Washington Post: Limbaugh eBay Auction Was 'Petty Bickering'

October 20th, 2007 9:05 AM

Newspapers are supposed to be so much better at television at providing hard facts and context to today’s news. That’s not what the Washington Post did on Saturday in a snarky Style section article on Rush Limbaugh raising $2.1 million on eBay (and donating the same amount) to a worthy charity auctioning off Senator Harry Reid’s snotty letter to Clear Channel Communications denouncing Rush Limbaugh’s remarks about phony soldiers like Jesse Macbeth.

Neely Tucker’s short piece failed to explain the context of (a) what Rush originally said on the air about phony soldiers and (b) what Reid’s letter to Clear Channel said about they should "publicly repudiate" Limbaugh for his comments. The Post tried to discount the whole affair as "petty bickering about patriotism" and "grandstanding." Here’s the whole (brief, context-challenged) article, that came with a "Limbaugh Spins Reid's Letter Into Charity Gold" headline:

Petty bickering about patriotism and Who Loves Our Troops More has never been seen as a financial growth industry, but there's no stopping American capitalism.
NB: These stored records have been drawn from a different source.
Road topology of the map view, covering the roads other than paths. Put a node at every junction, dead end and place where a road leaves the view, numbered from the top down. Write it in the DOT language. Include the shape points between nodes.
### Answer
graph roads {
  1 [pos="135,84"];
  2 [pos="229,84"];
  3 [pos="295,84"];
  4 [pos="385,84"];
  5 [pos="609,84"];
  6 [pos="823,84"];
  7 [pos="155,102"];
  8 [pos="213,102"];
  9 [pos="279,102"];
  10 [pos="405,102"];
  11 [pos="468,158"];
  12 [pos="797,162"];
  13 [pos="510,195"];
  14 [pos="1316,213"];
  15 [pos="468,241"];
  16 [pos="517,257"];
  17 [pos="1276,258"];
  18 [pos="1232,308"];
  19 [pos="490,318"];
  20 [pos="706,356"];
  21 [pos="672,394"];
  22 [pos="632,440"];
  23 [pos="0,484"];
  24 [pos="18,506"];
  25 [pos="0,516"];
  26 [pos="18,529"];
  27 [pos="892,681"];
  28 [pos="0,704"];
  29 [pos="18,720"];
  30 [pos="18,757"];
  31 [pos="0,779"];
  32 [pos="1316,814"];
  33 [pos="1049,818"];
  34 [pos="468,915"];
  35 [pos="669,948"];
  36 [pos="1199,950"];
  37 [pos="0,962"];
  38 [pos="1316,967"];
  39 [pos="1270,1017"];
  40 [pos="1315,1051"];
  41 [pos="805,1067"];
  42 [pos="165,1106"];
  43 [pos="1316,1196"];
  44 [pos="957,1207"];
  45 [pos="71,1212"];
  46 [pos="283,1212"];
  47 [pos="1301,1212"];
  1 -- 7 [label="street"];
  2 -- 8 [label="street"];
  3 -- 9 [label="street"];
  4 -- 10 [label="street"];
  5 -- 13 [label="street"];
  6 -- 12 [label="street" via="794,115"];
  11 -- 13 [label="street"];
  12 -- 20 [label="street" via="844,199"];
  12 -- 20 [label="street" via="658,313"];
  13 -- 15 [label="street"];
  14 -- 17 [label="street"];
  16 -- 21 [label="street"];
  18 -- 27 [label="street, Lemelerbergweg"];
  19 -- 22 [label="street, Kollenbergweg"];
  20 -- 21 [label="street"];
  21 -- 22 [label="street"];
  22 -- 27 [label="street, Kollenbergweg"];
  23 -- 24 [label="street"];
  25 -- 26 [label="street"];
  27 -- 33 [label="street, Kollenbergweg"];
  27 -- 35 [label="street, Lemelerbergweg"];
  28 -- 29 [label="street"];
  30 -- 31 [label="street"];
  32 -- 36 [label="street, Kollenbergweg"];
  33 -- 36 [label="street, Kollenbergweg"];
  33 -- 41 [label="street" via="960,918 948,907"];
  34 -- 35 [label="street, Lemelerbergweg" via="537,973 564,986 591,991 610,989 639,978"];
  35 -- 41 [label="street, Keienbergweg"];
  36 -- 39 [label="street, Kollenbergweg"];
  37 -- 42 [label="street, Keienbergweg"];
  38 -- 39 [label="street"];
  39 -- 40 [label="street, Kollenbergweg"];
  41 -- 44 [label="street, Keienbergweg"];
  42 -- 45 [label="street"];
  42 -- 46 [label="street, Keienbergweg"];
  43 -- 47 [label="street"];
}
This is why a perfunctory bit of political grandstanding, committed to U.S. Senate letterhead this month, became worth a reported $4.2 million yesterday, instantly becoming one of the most valuable printed documents of the modern era.

The letter in question is an Oct. 2 two-pager from Senate Majority Leader Harry Reid (D-Nev.) to Clear Channel Communications CEO Mark Mays lambasting the syndicate's Rush Limbaugh, who had recently criticized U.S. troops who were against the war in Iraq.

"Phony soldiers," blasted Limbaugh.

"Beyond the pale," Reid blasted back. "Unpatriotic," he added.

Forty-one Democratic senators signed the thing, put it in the mail and, really, that should have been the end.

But Limbaugh decided he had been "smeared" by left-wing evildoers. He put the letter up for auction on eBay, with the benefits going to the Marine Corps-Law Enforcement Foundation, a New Jersey-based charity that primarily gives scholarship money to the children of service members either killed in war or in the course of public duty. Limbaugh sits on the board of directors.

The letter drew bids from more than 60 people and was bought yesterday for $2.1 million by reclusive D.C. philanthropist Betty Brown Casey, who has heretofore shown more of an interest in the Washington National Opera than Washington mudslinging. Limbaugh said yesterday on his radio show that Casey was a longtime fan, that he would match her bid (bringing the total raised by the letter to $4.2 million) and, on his show, he graciously poked Reid in the eye:

"It got this kind of money because it represents one of the most outrageous abuses of federal power in modern American history, and that is what makes it a collector's item. This letter that Senator Reid wrote will forever memorialize him as a demagogue."

We have only a few hours, but you get the idea.

Brendan Sullivan, Casey's attorney, did not return calls yesterday.

Yesterday on the Senate floor, Reid said Limbaugh had "very, very constructively" raised more than $2 million with a letter "signed by this senator and my friends." Limbaugh, not to be out-grandstanded, took to the airwaves to blast Reid for trying to "horn in" on the publicity coup.

"We've gotten donations in the million-dollar range before, but this is by far the biggest," James Kallstrom, chairman and co-founder of the 12-year-old charity, said yesterday in a telephone interview.

The foundation has awarded more than $27 million in scholarships to children of slain troops and law enforcement officers, Kallstrom said, as well as support money for disabled veterans and their families.

"But we're not political at all," he said.